[[ Records, beginning ]]

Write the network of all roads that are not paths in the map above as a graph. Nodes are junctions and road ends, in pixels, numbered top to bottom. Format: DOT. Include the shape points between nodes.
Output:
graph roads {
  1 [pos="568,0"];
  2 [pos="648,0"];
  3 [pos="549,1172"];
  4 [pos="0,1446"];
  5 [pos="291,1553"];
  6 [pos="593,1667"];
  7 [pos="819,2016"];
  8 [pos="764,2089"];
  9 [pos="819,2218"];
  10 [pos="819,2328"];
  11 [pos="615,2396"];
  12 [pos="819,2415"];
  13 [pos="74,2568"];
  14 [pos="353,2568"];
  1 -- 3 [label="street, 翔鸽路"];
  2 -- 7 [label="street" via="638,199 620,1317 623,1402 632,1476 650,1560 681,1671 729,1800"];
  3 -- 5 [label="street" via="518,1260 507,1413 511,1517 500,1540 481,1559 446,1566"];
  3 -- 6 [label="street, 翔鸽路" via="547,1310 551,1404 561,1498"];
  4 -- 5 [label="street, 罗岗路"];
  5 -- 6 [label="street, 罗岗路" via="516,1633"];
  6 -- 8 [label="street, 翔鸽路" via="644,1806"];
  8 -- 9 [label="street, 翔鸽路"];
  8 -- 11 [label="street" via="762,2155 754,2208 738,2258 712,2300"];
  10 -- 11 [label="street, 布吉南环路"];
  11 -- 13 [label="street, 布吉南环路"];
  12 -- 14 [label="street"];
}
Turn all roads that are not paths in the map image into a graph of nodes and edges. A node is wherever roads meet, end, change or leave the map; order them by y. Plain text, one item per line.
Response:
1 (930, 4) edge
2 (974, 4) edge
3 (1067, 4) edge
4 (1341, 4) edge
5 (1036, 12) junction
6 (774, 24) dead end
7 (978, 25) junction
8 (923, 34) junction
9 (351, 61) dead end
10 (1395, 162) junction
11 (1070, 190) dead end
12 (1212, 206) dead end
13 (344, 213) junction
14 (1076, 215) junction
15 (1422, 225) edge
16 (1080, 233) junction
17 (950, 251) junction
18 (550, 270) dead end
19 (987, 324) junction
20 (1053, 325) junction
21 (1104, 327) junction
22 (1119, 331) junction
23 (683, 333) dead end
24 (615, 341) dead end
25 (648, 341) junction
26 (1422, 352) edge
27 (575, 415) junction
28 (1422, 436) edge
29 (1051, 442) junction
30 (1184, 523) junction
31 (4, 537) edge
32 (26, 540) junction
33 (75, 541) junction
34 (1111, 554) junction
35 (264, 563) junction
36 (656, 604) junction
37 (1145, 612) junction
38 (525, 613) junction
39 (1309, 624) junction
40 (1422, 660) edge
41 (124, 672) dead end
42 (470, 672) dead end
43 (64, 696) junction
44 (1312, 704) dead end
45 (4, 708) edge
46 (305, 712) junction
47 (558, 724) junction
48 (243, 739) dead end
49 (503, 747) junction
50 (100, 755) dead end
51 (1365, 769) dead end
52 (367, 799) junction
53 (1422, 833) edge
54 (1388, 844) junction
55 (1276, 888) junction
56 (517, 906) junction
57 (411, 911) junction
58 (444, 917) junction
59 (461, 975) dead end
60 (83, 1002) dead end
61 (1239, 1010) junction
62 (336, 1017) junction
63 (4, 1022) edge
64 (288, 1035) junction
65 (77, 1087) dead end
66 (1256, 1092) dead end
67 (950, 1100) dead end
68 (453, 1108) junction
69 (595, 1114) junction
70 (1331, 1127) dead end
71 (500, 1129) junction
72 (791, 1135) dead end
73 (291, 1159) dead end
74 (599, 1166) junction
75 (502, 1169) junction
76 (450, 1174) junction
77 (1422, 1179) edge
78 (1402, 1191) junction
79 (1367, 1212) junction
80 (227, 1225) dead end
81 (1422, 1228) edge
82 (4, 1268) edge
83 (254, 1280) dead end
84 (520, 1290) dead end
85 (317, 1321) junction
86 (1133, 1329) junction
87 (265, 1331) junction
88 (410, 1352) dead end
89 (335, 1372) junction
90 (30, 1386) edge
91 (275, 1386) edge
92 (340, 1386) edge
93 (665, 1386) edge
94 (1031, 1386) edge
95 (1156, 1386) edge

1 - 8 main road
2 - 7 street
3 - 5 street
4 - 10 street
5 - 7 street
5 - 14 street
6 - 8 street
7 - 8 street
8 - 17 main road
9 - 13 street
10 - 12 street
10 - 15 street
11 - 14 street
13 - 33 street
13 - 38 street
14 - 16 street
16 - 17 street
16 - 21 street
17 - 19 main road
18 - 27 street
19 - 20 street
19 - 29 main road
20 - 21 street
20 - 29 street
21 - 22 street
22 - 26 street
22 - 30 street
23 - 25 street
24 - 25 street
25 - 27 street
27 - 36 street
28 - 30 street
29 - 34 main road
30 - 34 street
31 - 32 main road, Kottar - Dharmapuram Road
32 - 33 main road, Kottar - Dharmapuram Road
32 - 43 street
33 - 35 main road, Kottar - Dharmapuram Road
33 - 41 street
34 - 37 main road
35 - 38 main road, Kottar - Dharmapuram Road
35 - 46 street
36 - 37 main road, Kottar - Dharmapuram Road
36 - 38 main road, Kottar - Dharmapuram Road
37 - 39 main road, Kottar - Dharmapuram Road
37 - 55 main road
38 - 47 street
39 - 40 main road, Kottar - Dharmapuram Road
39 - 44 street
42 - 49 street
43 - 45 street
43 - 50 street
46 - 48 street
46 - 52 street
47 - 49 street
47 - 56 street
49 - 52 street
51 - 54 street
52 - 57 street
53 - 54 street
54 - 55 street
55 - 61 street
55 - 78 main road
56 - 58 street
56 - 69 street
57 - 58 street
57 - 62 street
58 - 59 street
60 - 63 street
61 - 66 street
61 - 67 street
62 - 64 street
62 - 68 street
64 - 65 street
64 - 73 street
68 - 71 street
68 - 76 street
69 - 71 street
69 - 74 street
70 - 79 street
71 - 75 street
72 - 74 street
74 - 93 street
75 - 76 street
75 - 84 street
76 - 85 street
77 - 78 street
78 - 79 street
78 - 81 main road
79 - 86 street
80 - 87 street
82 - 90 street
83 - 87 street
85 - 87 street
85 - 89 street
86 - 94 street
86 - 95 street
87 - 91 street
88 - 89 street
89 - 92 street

[[ Records, end ]]

■ **Task directions**
Search the records for the word "label" and copy every line where it occurs.

■ **Your solution**
  1 -- 3 [label="street, 翔鸽路"];
  2 -- 7 [label="street" via="638,199 620,1317 623,1402 632,1476 650,1560 681,1671 729,1800"];
  3 -- 5 [label="street" via="518,1260 507,1413 511,1517 500,1540 481,1559 446,1566"];
  3 -- 6 [label="street, 翔鸽路" via="547,1310 551,1404 561,1498"];
  4 -- 5 [label="street, 罗岗路"];
  5 -- 6 [label="street, 罗岗路" via="516,1633"];
  6 -- 8 [label="street, 翔鸽路" via="644,1806"];
  8 -- 9 [label="street, 翔鸽路"];
  8 -- 11 [label="street" via="762,2155 754,2208 738,2258 712,2300"];
  10 -- 11 [label="street, 布吉南环路"];
  11 -- 13 [label="street, 布吉南环路"];
  12 -- 14 [label="street"];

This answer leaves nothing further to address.